Where a line of the material contains the string "function", copy that line.

+++ Data excerpts +++

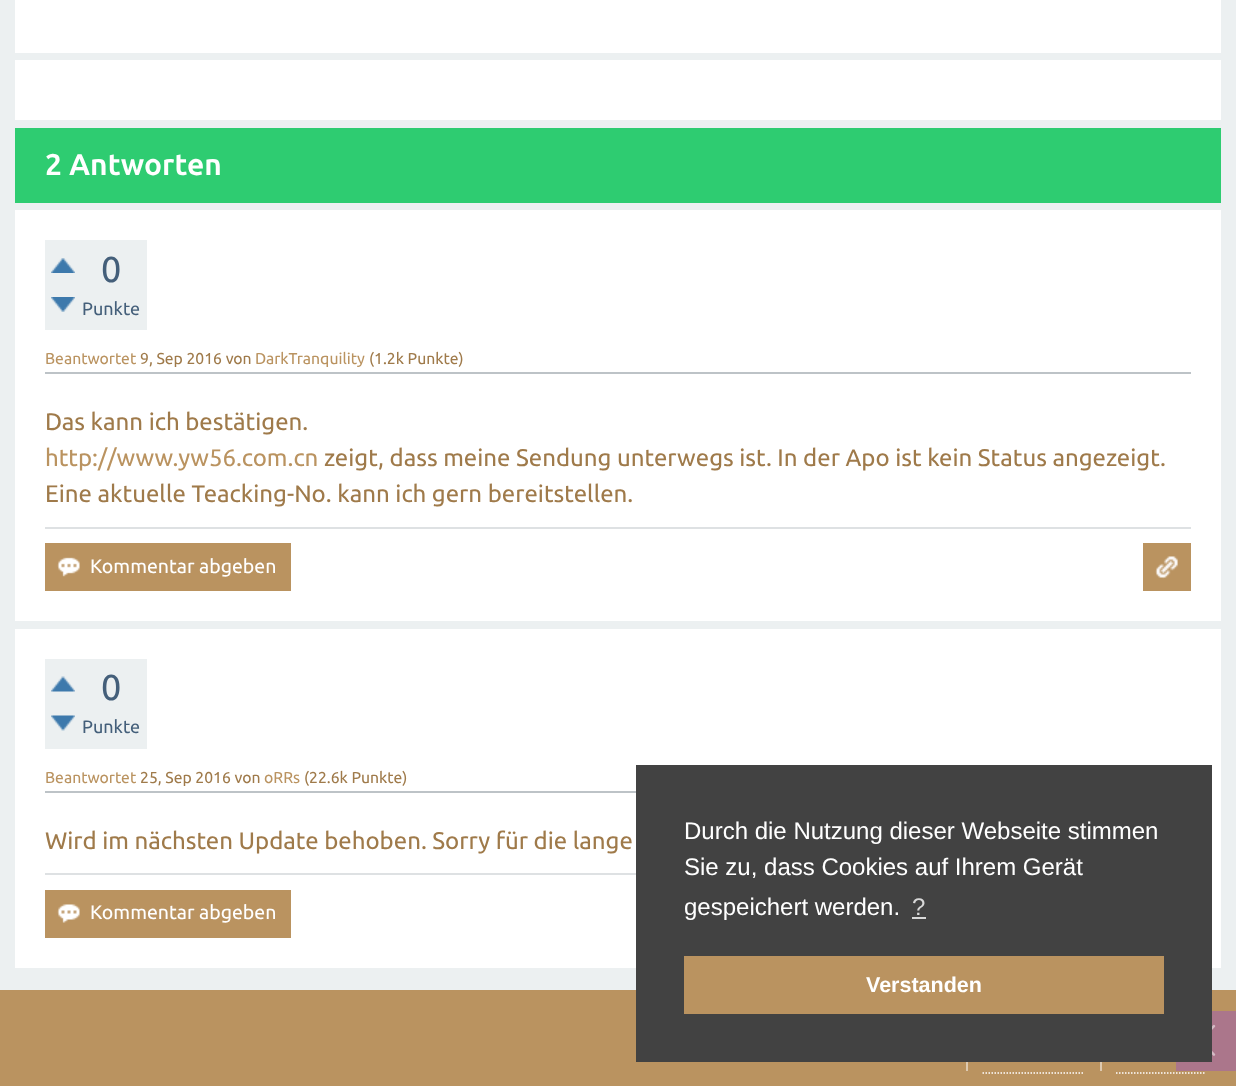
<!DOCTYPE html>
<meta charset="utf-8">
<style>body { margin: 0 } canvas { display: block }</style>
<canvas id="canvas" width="1236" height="1086"></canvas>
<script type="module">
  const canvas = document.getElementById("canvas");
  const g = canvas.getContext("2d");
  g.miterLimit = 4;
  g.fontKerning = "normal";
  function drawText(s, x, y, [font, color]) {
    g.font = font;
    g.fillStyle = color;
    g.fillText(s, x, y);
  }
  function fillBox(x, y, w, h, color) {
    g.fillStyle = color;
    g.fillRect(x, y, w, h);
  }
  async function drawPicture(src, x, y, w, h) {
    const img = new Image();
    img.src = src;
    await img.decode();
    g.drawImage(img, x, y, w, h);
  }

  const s1 = ["bold 30px Ubuntu", "#FFFFFF"];
  const s2 = ["36px Ubuntu", "#445F7A"];
  const s3 = ["18px Ubuntu", "#445F7A"];
  const s4 = ["15.75px Ubuntu", "#BA9360"];
  const s5 = ["15.75px Ubuntu", "#9F7A4A"];
  const s6 = ["24px Ubuntu", "#9F7A4A"];
  const s7 = ["24px Ubuntu", "#BA9360"];
  const s8 = ["19.5px Ubuntu", "#FFFFFF"];
  const s9 = ["24px Liberation Sans", "#FFFFFF"];
  const s10 = ["24px Liberation Sans", "#D9D9D9"];
  const s11 = ["bold 21.5px Liberation Sans", "#FFFFFF"];

  fillBox(0, 0, 1236, 1086, "#ECF0F1");
  fillBox(15, 0, 1206, 53, "#FFFFFF");
  fillBox(15, 60, 1206, 60, "#FFFFFF");
  fillBox(15, 128, 1206, 75, "#2ECC71");
  drawText("2 Antworten", 45, 175, s1);
  fillBox(15, 210, 1206, 411, "#FFFFFF");
  fillBox(45, 240, 102, 90, "#ECF0F1");
  await drawPicture("pic1.png", 51, 258, 24, 15);
  await drawPicture("pic2.png", 51, 297, 24, 15);
  drawText("0", 101, 282, s2);
  drawText("Punkte", 82, 315, s3);
  fillBox(45, 372, 1146, 2, "#BDC3C7");
  drawText("Beantwortet", 45, 364, s4);
  drawText("9, Sep 2016 von", 140, 364, s5);
  drawText("DarkTranquility", 255, 364, s4);
  drawText("(1.2k Punkte)", 369, 364, s5);
  drawText("Das kann ich bestätigen.", 45, 430, s6);
  drawText("http://www.yw56.com.cn", 45, 466, s7);
  drawText("zeigt, dass meine Sendung unterwegs ist. In der Apo ist kein Status angezeigt.", 324, 466, s6);
  drawText("Eine aktuelle Teacking-No. kann ich gern bereitstellen.", 45, 502, s6);
  fillBox(45, 527, 1146, 2, "#DEE1E3");
  fillBox(45, 543, 246, 48, "#BA9360");
  await drawPicture("pic3.png", 57, 557, 23, 20);
  drawText("Kommentar abgeben", 90, 573, s8);
  fillBox(1143, 543, 48, 48, "#BA9360");
  await drawPicture("pic4.png", 1155, 556, 23, 23);
  fillBox(15, 629, 1206, 339, "#FFFFFF");
  fillBox(45, 659, 102, 90, "#ECF0F1");
  await drawPicture("pic5.png", 51, 676, 24, 16);
  await drawPicture("pic6.png", 51, 715, 24, 16);
  drawText("0", 101, 700, s2);
  drawText("Punkte", 82, 733, s3);
  fillBox(45, 791, 591, 2, "#BDC3C7");
  drawText("Beantwortet", 45, 783, s4);
  drawText("25, Sep 2016 von", 140, 783, s5);
  drawText("oRRs", 264, 783, s4);
  drawText("(22.6k Punkte)", 304, 783, s5);
  drawText("Wird im nächsten Update behoben. Sorry für die lange", 45, 849, s6);
  fillBox(45, 873, 591, 2, "#DEE1E3");
  fillBox(45, 890, 246, 48, "#BA9360");
  await drawPicture("pic7.png", 57, 904, 23, 19);
  drawText("Kommentar abgeben", 90, 919, s8);
  fillBox(0, 990, 1236, 96, "#BA9360");
  fillBox(1176, 1011, 60, 60, "rgba(155, 89, 182, 0.5)");
  await drawPicture("pic8.png", 1212, 1024, 4, 32);
  fillBox(636, 765, 576, 297, "#424242");
  drawText("Durch die Nutzung dieser Webseite stimmen", 684, 839, s9);
  drawText("Sie zu, dass Cookies auf Ihrem Gerät", 684, 875, s9);
  drawText("gespeichert werden.", 684, 915, s9);
  drawText("?", 912, 915, s10);
  fillBox(912, 917, 14, 2, "#D9D9D9");
  fillBox(684, 956, 480, 58, "#BA9360");
  drawText("Verstanden", 866, 992, s11);
  fillBox(966, 1062, 2, 9, "#DDC9B0");
  fillBox(1100, 1062, 2, 9, "#DDC9B0");
  g.beginPath();
  g.moveTo(982.5, 1073);
  g.lineTo(1084.5, 1073);
  g.strokeStyle = "#FFFFFF";
  g.lineWidth = 1.5;
  g.setLineDash([1.5, 1.5]);
  g.stroke();
  g.beginPath();
  g.moveTo(1116, 1073);
  g.lineTo(1206, 1073);
  g.stroke();
</script>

+++

**Response**
  function drawText(s, x, y, [font, color]) {
  function fillBox(x, y, w, h, color) {
  async function drawPicture(src, x, y, w, h) {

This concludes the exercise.